[[ Data excerpts, beginning ]]
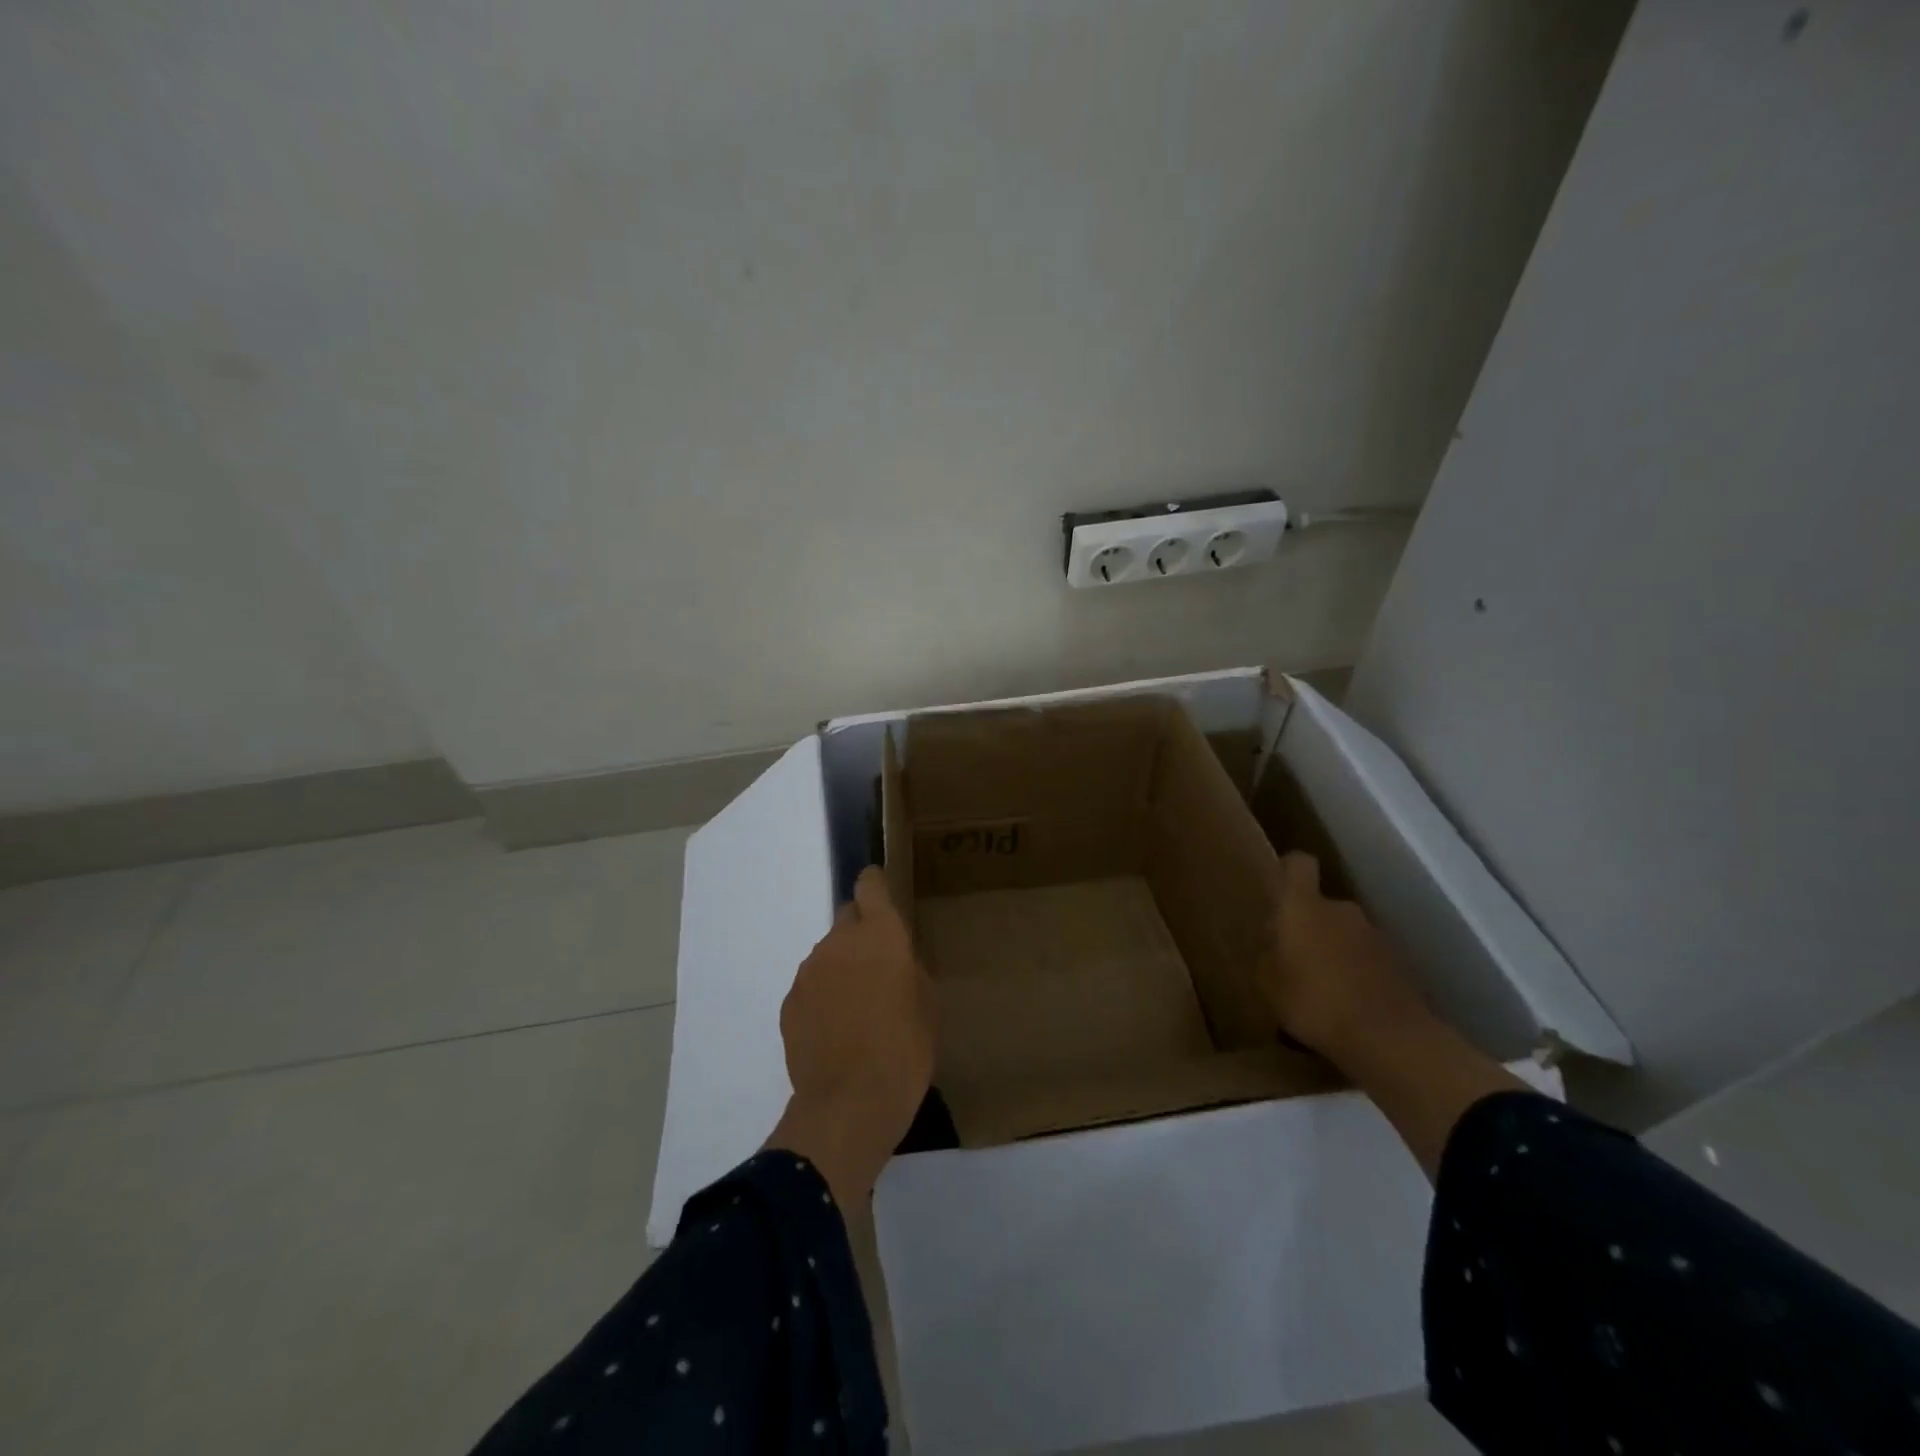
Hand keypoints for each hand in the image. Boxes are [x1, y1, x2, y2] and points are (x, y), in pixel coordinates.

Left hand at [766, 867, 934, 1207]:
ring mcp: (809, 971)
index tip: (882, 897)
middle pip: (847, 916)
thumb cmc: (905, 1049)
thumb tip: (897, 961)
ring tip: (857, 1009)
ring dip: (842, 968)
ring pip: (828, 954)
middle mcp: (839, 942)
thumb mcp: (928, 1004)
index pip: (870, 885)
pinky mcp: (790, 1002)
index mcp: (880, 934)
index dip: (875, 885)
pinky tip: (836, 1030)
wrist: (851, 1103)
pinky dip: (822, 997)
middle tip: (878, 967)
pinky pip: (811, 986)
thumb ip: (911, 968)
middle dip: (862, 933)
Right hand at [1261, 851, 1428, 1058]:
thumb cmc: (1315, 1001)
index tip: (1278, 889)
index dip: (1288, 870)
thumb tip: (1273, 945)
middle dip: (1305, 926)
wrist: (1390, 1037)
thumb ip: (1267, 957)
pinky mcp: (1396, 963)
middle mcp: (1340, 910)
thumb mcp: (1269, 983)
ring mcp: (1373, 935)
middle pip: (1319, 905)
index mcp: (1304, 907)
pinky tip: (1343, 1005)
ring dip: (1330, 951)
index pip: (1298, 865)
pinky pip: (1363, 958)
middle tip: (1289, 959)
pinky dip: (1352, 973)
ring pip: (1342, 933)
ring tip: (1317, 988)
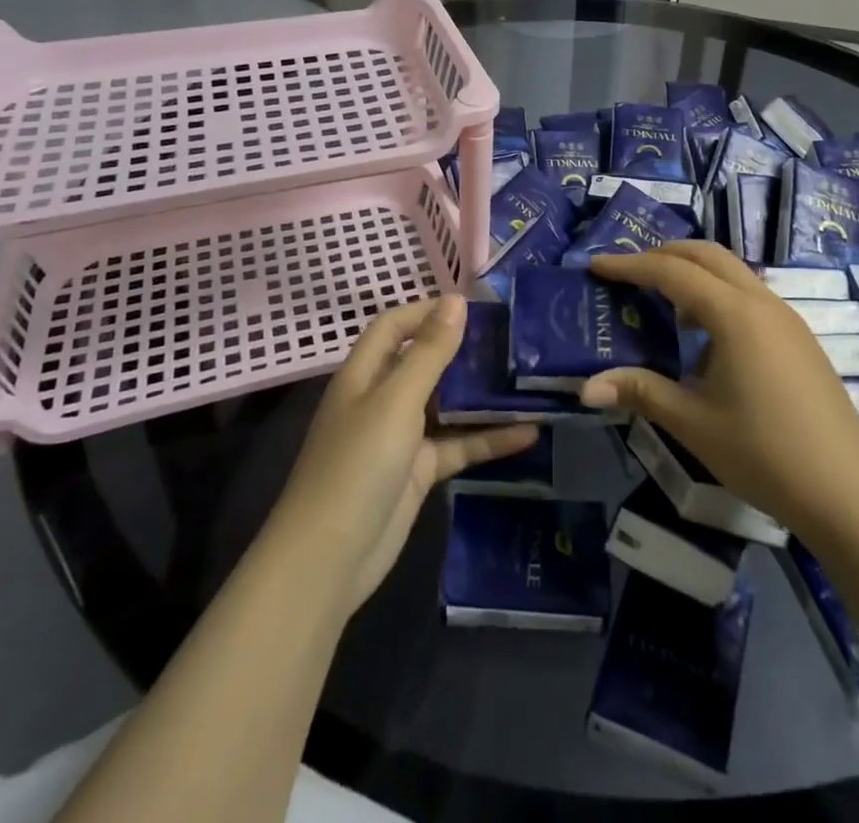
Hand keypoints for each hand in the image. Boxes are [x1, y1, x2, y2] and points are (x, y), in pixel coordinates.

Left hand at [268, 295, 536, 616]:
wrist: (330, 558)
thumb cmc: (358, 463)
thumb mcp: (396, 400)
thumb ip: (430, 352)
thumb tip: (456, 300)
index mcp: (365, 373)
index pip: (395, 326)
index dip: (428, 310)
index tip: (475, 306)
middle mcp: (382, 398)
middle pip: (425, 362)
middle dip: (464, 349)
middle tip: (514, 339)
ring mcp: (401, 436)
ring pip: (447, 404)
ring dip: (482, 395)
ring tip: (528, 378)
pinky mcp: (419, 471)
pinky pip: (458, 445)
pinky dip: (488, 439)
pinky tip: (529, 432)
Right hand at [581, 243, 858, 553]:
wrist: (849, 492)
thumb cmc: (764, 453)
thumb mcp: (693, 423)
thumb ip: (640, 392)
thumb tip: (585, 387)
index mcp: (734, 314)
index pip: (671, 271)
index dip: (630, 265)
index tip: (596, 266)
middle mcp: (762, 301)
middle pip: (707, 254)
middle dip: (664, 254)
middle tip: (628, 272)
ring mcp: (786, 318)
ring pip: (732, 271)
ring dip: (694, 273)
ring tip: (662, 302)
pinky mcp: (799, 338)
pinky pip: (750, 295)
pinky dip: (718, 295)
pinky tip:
[[ Data excerpts, end ]]
● **Activity**
Reproduce exactly the lines running from the one with "index tip: (596, 266)" to the last line of the listing above. Add nothing else.

● **Worked solution**
index tip: (596, 266)
middle mcp: (762, 301)
middle pip: (707, 254)
middle dip: (664, 254)
middle tip: (628, 272)
ring mcp: (786, 318)
ring pip: (732, 271)
ring dip: (694, 273)
ring tip: (662, 302)
pinky mcp: (799, 338)
pinky pip: (750, 295)
pinky dip: (718, 295)
pinky tip:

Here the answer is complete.